ブレイディ 面白いですね。確かに私もそうでした!

東畑 欧米人の場合、うつは気持ちが沈むという症状で出るそう。東アジアでは心の悩みってどう接していいかわからないけど、体に出たら「こういう漢方あるよ」「マッサージ行ったほうがいいよ」とかケアしやすいのかもしれません。

対話不足になりがちな社会で…

ブレイディ カウンセリングの現場で東畑さんがなさっているのは『他者の靴を履く』こと(エンパシー)に近しい気がします。内面の声をきちんと聞くことのつらさもあるんでしょうか。

4万部のベストセラー『他者の靴を履く』(小社刊)

東畑 はい。遠い他者の言葉って、基本的には気持ちよく聞けないものなんです。利害が対立したり、カルチャーが違ったり、時にヒリヒリするような話になる。異質な他者の靴を履くには一度自分の靴を脱いで非常に無防備な状態にならないといけない。そうやって痛みや恐れに直撃されて初めて相手の気持ちが理解できる。それが“聞く”ことの本質にはあると思います。臨床心理学の世界では「共感」が重要視されますが、トレーニング中「真の共感とは何か」と偉い先生に延々と突き詰められ辛かった(笑)。だってその共感が正しいかどうかなんて誰にも判断がつきませんから。

ブレイディ わかるわけがない(笑)。

東畑 だから長年仕事をするうちに共感は特別視しないようになりました。カウンセラーに特別な共感能力があるわけではなく、誰しも日々の生活の中で「おじいちゃん、いつもより怖いな」みたいに人の感情を感じ取って生きています。もしカウンセラーにプロとしての専門性があるとしたら、そうやって感じたことをもう一度知的に捉え直したり、吟味したりするところにあると思うんです。患者さんの心の分からない部分について頭を使って考えるんですね。これが『他者の靴を履く』でブレイディさんの言うコグニティブ(認知的)エンパシーにつながるところだと思います。

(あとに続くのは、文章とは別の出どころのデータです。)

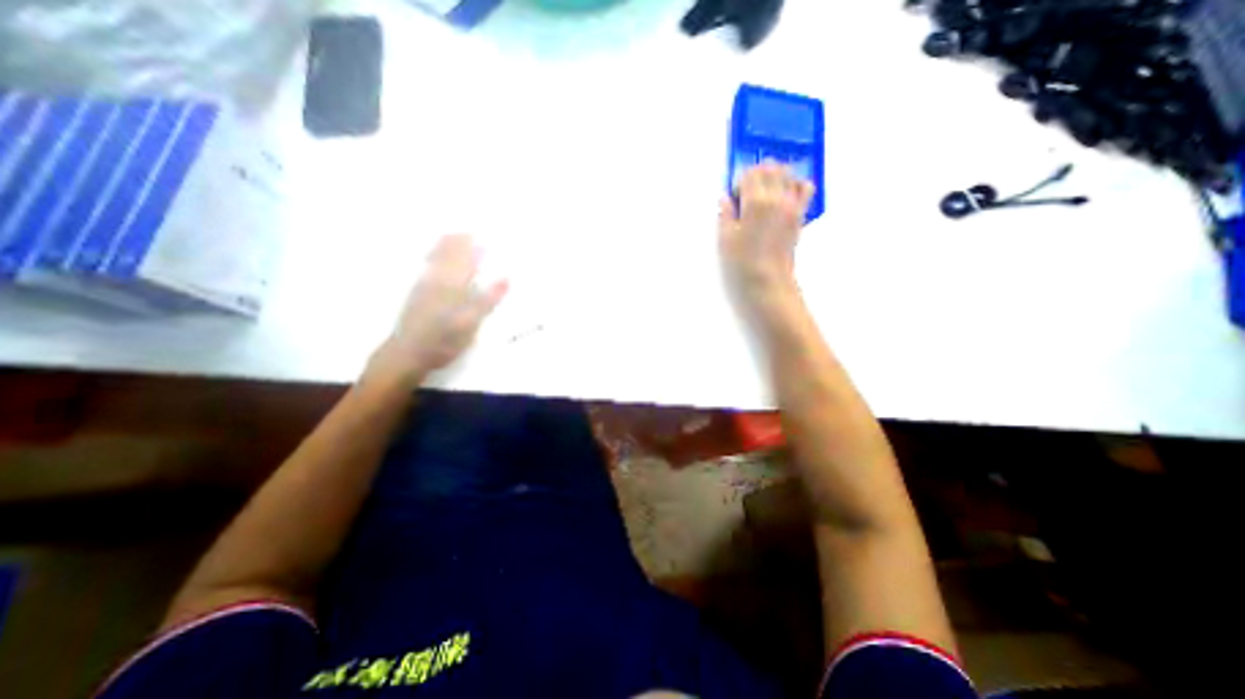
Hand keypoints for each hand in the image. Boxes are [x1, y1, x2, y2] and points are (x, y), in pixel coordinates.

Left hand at [365, 234, 507, 387]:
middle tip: (469, 229)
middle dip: (461, 241)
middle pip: (452, 255)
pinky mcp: (416, 292)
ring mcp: (425, 284)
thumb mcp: (472, 322)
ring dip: (446, 245)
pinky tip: (432, 254)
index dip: (476, 248)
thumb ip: (489, 299)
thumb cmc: (446, 340)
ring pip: (436, 258)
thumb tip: (506, 277)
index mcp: (455, 285)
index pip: (469, 260)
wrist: (408, 353)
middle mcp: (439, 279)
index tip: (485, 236)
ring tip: (453, 233)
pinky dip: (431, 256)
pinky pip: (426, 266)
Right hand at [721, 162, 819, 304]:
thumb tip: (725, 198)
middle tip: (747, 194)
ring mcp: (792, 205)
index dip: (739, 182)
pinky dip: (796, 185)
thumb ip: (725, 214)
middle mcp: (776, 197)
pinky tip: (783, 198)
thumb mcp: (725, 239)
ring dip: (775, 177)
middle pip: (770, 167)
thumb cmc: (742, 263)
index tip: (734, 199)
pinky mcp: (800, 214)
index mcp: (755, 202)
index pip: (749, 173)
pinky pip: (805, 187)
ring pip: (788, 172)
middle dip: (757, 175)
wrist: (768, 282)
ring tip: (765, 195)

ブレイディ ゆっくりと繰り返される対話の中で相手の心が浮き彫りになっていくわけですね。「心が1つ存在するために、心は必ず2ついる」という記述が印象的で、ハンナ・アーレントの「自己に輪郭を与えるには他者が必要だ」という言葉を思い出しました。コロナ禍でワクチンやロックダウンなどをめぐり大きな対立が生まれ、心がかき消されたように見えたのは、社会で対話が不足しているということなのかも。

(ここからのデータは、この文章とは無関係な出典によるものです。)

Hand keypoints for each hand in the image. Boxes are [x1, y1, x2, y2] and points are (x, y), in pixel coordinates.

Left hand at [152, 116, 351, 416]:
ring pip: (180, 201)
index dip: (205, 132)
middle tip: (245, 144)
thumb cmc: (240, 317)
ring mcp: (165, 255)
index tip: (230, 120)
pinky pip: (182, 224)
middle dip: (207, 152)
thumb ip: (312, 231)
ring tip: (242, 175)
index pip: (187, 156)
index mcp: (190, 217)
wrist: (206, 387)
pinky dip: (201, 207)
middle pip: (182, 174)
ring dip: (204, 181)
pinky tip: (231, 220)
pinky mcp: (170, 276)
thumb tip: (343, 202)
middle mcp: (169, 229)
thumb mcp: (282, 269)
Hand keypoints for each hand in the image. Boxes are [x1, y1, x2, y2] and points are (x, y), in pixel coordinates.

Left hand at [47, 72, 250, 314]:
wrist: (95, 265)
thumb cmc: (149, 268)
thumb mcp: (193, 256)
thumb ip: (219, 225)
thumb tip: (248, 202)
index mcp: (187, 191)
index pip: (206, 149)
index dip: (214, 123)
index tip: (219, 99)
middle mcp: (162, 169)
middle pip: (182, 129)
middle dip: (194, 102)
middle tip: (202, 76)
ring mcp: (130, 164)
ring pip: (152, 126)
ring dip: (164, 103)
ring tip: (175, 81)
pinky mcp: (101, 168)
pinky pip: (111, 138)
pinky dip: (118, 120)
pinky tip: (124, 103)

東畑 対話といった時、理性だけのやり取りでは不十分で、情念も含めることが大切です。「夫婦喧嘩は犬も食わない」というけれど、夫の発言にムカッと来た時に妻は夫の心の一部分を受け取っているわけです。犬でも食えるような会話では、心はしっかり伝わらないのでしょう。人間関係では、嵐も時には必要です。

ブレイディ 確かにネガティブなものも引き受けた相手ほど関係性が強いですよね。不快なものを避けてばかりでは人間関係が濃くなりませんから。

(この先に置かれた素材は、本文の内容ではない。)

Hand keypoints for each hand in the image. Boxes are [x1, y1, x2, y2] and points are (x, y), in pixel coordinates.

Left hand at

東畑 対話不足になりがちな社会で、エンパシーを働かせるのに一番大事なことって何だと思いますか?

ブレイディ 当たり前なことかもしれませんが、「元気」じゃないですかね。

東畑 元気!? 確かに履き心地の悪い他者の靴を履くにはパワーが要ります!

ブレイディ 日本の人と話すと「面倒くさいから」とよく聞きます。でもワクワクすることは面倒くさいことの中にある。たまに日本に帰ると元気のない国になったと驚きます。テレビの討論番組では、80年代は野坂昭如とか大島渚が「俺はこう思う!」と熱弁していたのに、いまはデータの話ばかり。自分を主語にして語る元気さが、一番必要なんだと思います。

東畑 本当にそう。今日はブレイディさんと話していてすごく元気が出ました。

ブレイディ 大杉栄じゃないけど「生を拡充せよ!」。自分の中からエネルギーを叩き出せ! ですね(笑)。

代官山蔦屋書店で9月18日に行われたオンライントークイベントの内容を再構成したものです。